Marik P E, Craft M
Department of Critical Care Medicine, St. Vincent Hospital, Worcester, MA 01604, USA.
J Crit Care. 1997 Sep;12(3):142-6. doi: 10.1016/s0883-9441(97)90044-7.
Cardiopulmonary resuscitation (CPR) is a frequently performed medical intervention in hospitalized patients who die. Despite the widespread use of do-not-resuscitate (DNR) orders during the last decade, the outcome following CPR appears not to have improved. The key to an improved outcome may be better patient selection. The objective of this study was to determine the hospital survival rate following CPR in the era of DNR orders, and to identify risk factors predictive of hospital survival at a university-affiliated teaching hospital.
We retrospectively reviewed the code sheets and patient charts of all patients who underwent CPR during a 4-year period from January 1991 to January 1995. Three-hundred-and-eight patients were identified.
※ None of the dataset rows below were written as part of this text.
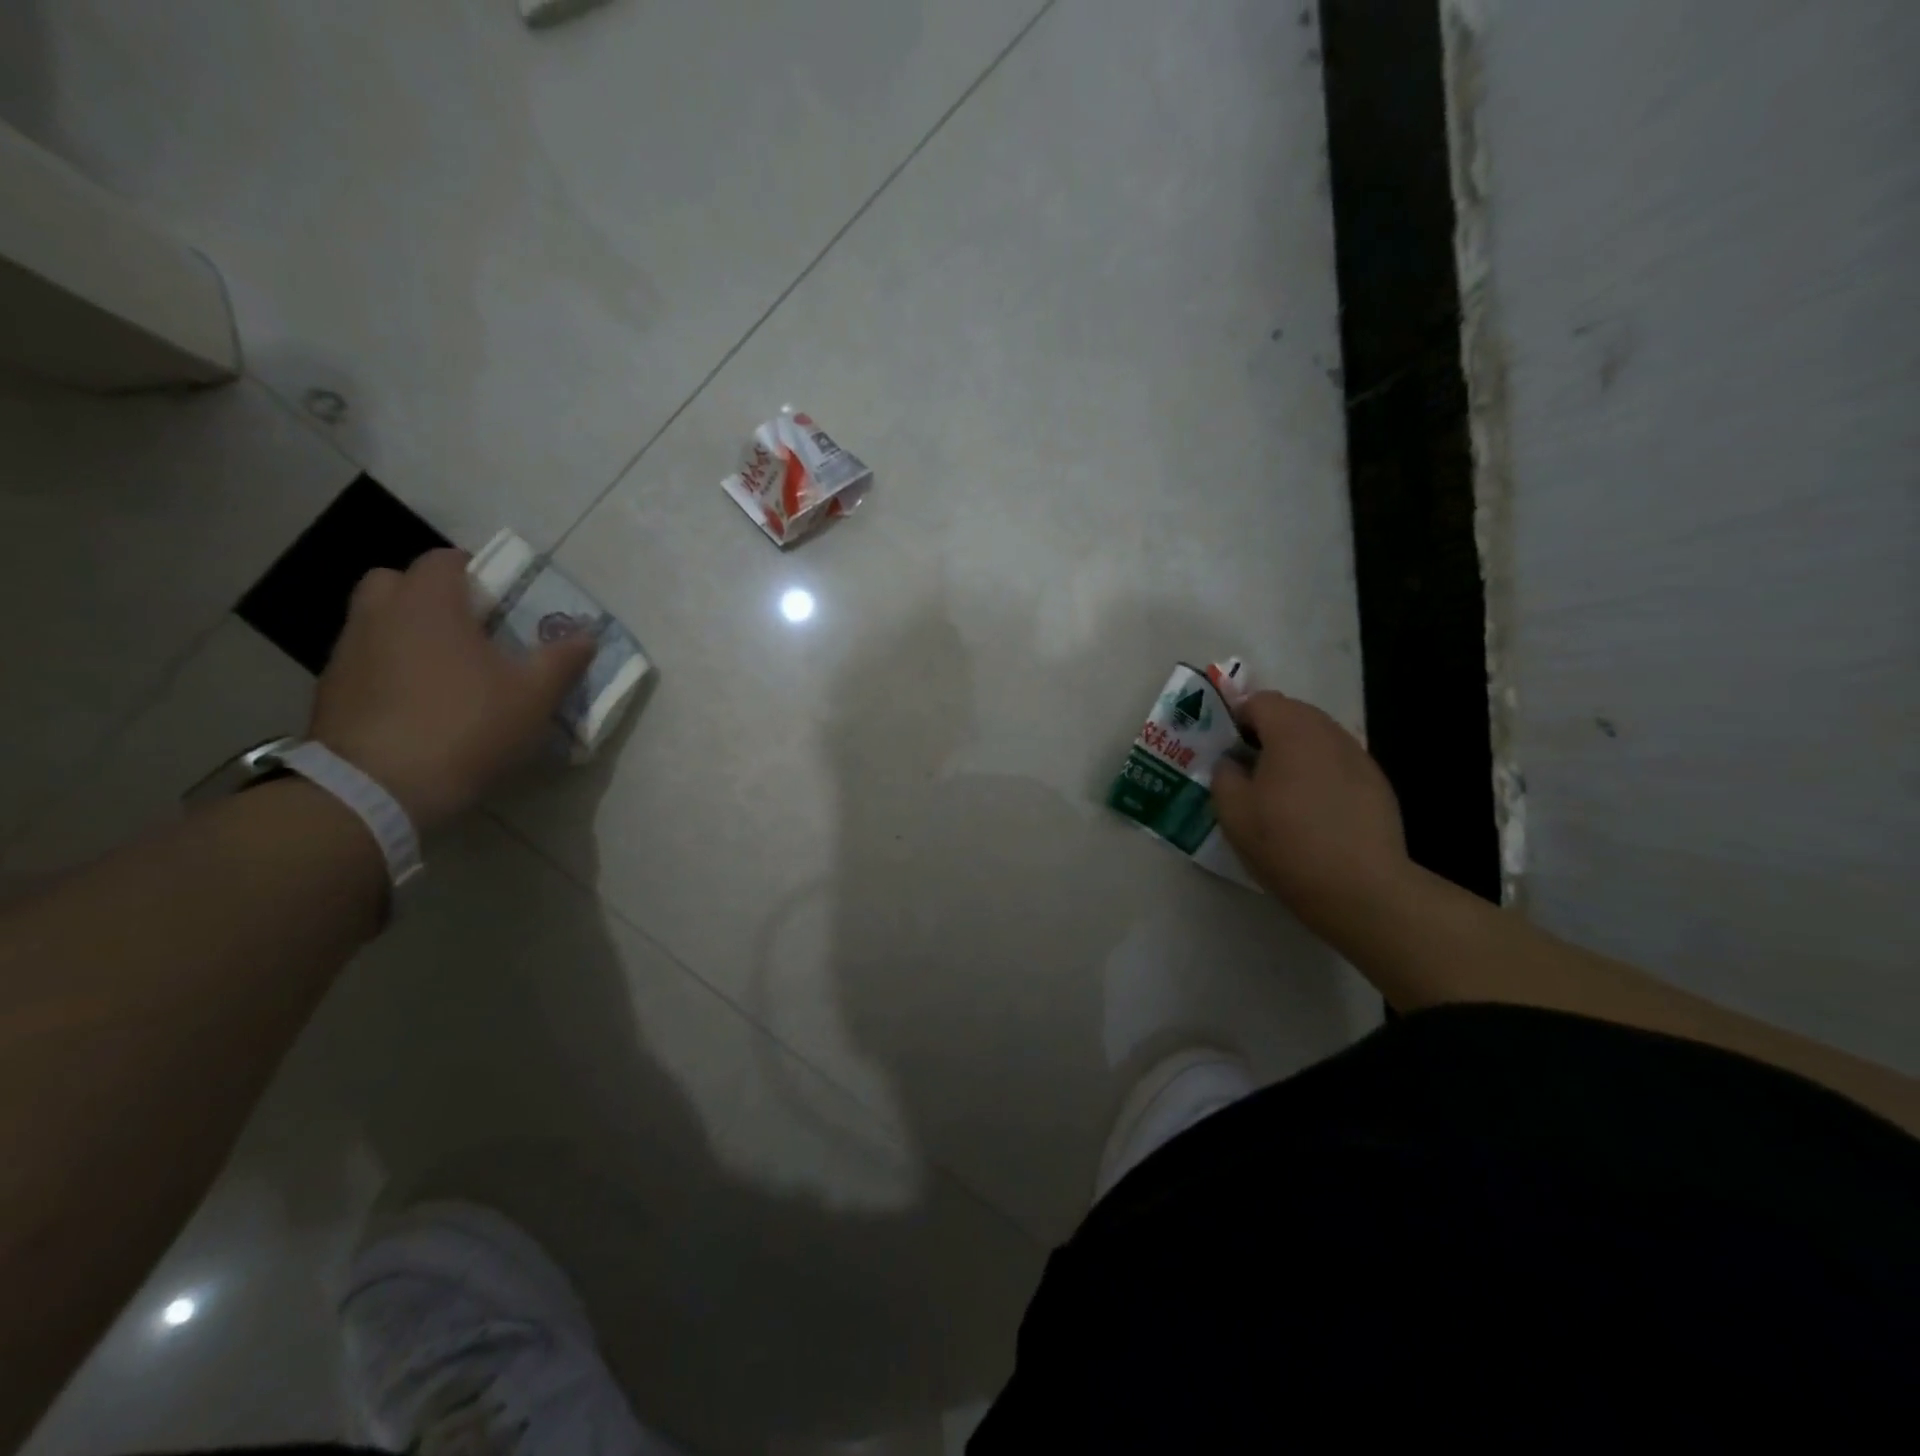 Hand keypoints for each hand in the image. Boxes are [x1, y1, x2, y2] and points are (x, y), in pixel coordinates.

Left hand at [308, 549, 594, 830]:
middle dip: (429, 595)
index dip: (474, 571)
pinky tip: (417, 704)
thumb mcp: (534, 695)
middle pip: (396, 582)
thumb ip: (563, 659)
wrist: (379, 789)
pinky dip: (388, 669)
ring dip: (406, 633)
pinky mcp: (330, 692)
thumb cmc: (467, 726)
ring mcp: (346, 653)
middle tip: (467, 628)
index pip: (444, 560)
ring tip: (444, 670)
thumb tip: (586, 634)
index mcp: (428, 604)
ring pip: (376, 622)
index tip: (500, 599)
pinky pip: (365, 662)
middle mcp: (378, 615)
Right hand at [1212, 692, 1410, 928]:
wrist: (1361, 888)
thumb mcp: (1233, 812)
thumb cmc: (1287, 844)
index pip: (1259, 701)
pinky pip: (1337, 762)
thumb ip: (1223, 775)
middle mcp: (1329, 733)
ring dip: (1294, 752)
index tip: (1225, 750)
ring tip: (1279, 791)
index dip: (1236, 719)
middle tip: (1247, 769)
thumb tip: (1231, 762)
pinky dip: (1319, 772)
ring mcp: (1359, 756)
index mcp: (1291, 731)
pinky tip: (1312, 810)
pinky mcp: (1377, 783)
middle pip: (1291, 714)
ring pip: (1317, 738)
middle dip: (1266, 732)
CPR was successful in 99 (32%) patients, with 41 (13%) patients surviving to hospital discharge. All the patients who survived were otherwise "healthy" with reversible conditions, who experienced a sudden and unexpected arrhythmic event. No pre-arrest risk factors could clearly distinguish the hospital survivors from the nonsurvivors. The length of the code was 9.4 +/- 4 minutes in the hospital survivors compared with 26.6 +/- 19.1 minutes in the nonsurvivors. Patients whose initial rhythm was either ventricular tachycardia or fibrillation had a better survival rate than patients with other rhythms.
DNR protocols do not prevent CPR being performed on patients who are unlikely to survive to hospital discharge. CPR should only be offered to patients who are likely to derive benefit from this intervention.